No claim or agreement for legal services or disbursements in support of any claim for compensation, or in preparing any agreement for compensation, under article three of this act, shall be an enforceable lien against the amount to be paid as compensation, or be valid or binding in any other respect, unless the same be approved by the board. Any such claim or agreement shall be filed with the department, which shall, as soon as may be, notify the person by whom the same was filed of the board’s approval or disapproval thereof, as the case may be.
 
After the approval as herein required, if the employer be notified in writing of such claim or agreement for legal services and disbursements, the same shall be a lien against any amount thereafter to be paid as damages or compensation: Provided, however, That where the employe’s compensation is payable by the employer in periodical installments, the board shall fix, at the time of approval, the proportion of each installment to be paid on account of legal services and disbursements, and the board may, upon application made to it, commute the sum awarded for legal services and disbursements.

Section 501.1

Any person who solicits money for assisting any person to obtain any benefits under this act shall be guilty of a misdemeanor and upon conviction thereof shall be sentenced to pay a fine not to exceed one thousand dollars ($1,000) and costs of prosecution, or to undergo imprisonment for one year, or both.
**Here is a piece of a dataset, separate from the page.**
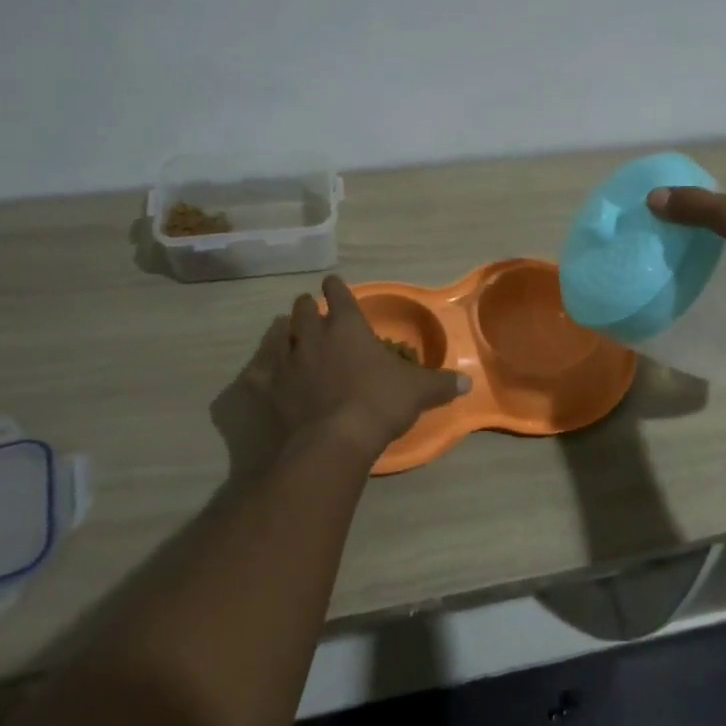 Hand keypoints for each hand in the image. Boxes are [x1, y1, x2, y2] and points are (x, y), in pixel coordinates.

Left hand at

This provision shall not apply to an attorney at law who for a fee has been retained by a claimant to give him legal advice and assistance in obtaining benefits.

Section 502

Nothing in this act shall affect or impair any rights of action which have accrued before this act shall take effect.

Section 503

If any provision of this act shall be held by any court to be unconstitutional, such judgment shall not affect any other section or provision of this act, except that articles two and three are hereby declared to be inseparable and as one legislative thought, and if either article be declared by such court void or inoperative in an essential part so that the whole of such article must fall, the other article shall fall with it and not stand alone.

Section 504

The following acts are hereby specifically repealed: The act, approved the second day of July, one thousand, nine hundred thirty-seven (Pamphlet Laws, twenty seven hundred fourteen), entitled "A supplement to the act, approved the second day of June, one thousand nine hundred fifteen (Pamphlet Laws, seven hundred thirty-six), entitled, as amended ‘An act defining the liability of an employer to pay damages for injuries received by an employe in the course of employment; establishing a system and schedule of compensation; providing procedure for the determination of liability and compensation thereunder; and prescribing penalties,’ as amended and reenacted, providing for the inclusion of occupational diseases within the scope thereof, and providing definitions, provisions, and procedure related to such disease; and making an appropriation."
 
All other acts and parts of act inconsistent with the provisions of this act.

Section 505

The provisions of this act shall become effective on October first, one thousand nine hundred and thirty-nine, except the provisions of section three hundred two of this act, which shall become effective immediately upon the final enactment of this act.